Endlich hörte der Wecker auf zu klingeln und er konnte hören, dass jemand im Badezimmer duschte. Kurz darauf hörten die entsprechenden Geräusche auf und Laura kam raus. Sie hatte lediglich ein Badetuch um ihre schlanke Figur gehüllt und trocknete sich mit einem Handtuch die Haare. Fröhlich lächelte sie zu ihm herüber und rief: „Hallo, mein Schatz! Hattest Du eine angenehme Nacht?“
„Hallo Laura. Was hast Du mit mir vor? Du weißt ganz genau, dass ich es hasse, so wehrlos festgebunden und völlig ausgeliefert zu sein!“

„Ach komm… ENTSPANN DICH! Ich möchte heute nur ein wenig SPASS haben. Und ich weiß, dass Dir ganz tief in Deinem Innern diese Passivität AUCH Spaß macht. Und außerdem… Du WEISST! Heute ist es MEINE Entscheidung, wie wir unserem Hochzeitstag verbringen!“
„Oh Laura… wie lange wird es dauern, bis Du mich wieder losbindest?“ „So lange wie ich Lust habe. Entspann Dich einfach!“ „BITTE, Erzähl mir doch… WAS hast Du vor????“

„Nein, das kann ich Dir jetzt noch nicht erzählen. Entspann Dich einfach und genieße… Wir haben eine Menge Zeit… der Tag hat ja erst begonnen!“ Nervös seufzte er und versuchte sich zu entspannen, wie seine Frau ihm riet. Jedoch war das irgendwie kaum möglich.
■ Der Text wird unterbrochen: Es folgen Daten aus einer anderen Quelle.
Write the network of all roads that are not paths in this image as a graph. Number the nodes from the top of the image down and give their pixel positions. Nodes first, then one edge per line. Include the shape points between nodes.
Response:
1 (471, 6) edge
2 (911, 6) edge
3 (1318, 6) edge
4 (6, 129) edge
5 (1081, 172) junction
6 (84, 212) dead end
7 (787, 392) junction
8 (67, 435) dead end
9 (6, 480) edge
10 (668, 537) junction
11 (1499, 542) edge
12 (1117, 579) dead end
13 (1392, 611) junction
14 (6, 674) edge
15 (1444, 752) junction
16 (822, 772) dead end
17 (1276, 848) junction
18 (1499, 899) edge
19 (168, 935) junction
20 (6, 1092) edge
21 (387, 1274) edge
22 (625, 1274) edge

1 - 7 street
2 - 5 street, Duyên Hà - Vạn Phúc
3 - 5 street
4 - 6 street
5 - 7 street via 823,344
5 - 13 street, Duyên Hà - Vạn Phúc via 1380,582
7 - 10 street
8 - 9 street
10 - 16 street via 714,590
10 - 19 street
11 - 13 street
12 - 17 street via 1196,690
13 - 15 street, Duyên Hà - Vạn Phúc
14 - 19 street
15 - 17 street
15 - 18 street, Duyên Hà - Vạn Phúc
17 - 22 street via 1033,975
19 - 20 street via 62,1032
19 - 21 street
Ein Klopfen an der Tür… er schöpfte Hoffnung und rief: „HIIILFE!!! HELFEN SIE MIR!!!! BIIIIITTTTEEEEE!!!!!“
„Sei ruhig! Es hat keinen Zweck!“ sagte Laura kühl und ging zur Tür. Eine Kellnerin stand draußen und sagte: „Ihr Frühstück, gnä‘ Frau!“ „Vielen Dank!“ sagte Laura, rollte den Tisch ins Zimmer und gab der Zimmerkellnerin ein Trinkgeld. „Danke sehr, wenn Sie noch irgendetwas anderes brauchen, einfach nur klingeln!“ sagte sie freundlich und ging zurück zu ihrer Arbeit. Ein wenig geschockt sagte Steve kopfschüttelnd: „Sie hat noch nicht einmal gefragt, warum ich um Hilfe rief…“ „Natürlich nicht! Sie sind hier schließlich solche Sachen gewöhnt!“

„…solche S-Sachen gewöhnt…????“ „JA,… und jedes Zimmer und jedes Appartement ist schalldicht hier in diesem Motel. So macht es nichts aus wenn Du schreist und rufst, Du wirst draußen nicht gehört werden.“
„LAURA! Du machst mir Angst!“ „Oh NEIN!!! Da ist kein Grund, Angst zu haben. Denke IMMER daran, dass ich Dich liebe!“ sagte sie und küsste ihn auf die Wange. „Aber…!“ „Na komm, lass uns frühstücken!“ sagte sie und machte es sich neben ihm auf dem Bett bequem, während sie einige Brote und Kaffee vorbereitete, um ihn zu füttern.
Die ganze Zeit über versuchte er zu argumentieren, dass sie ihn doch losbinden solle, jedoch war sie völlig unnachgiebig. Nach dem Frühstück brachte sie den Tisch zurück vor die Tür. Als sie zurück kam, zog sie wie selbstverständlich seine Bettdecke weg. Nackt, gestreckt, Arme und Beine gespreizt festgebunden lag er hilflos vor ihr.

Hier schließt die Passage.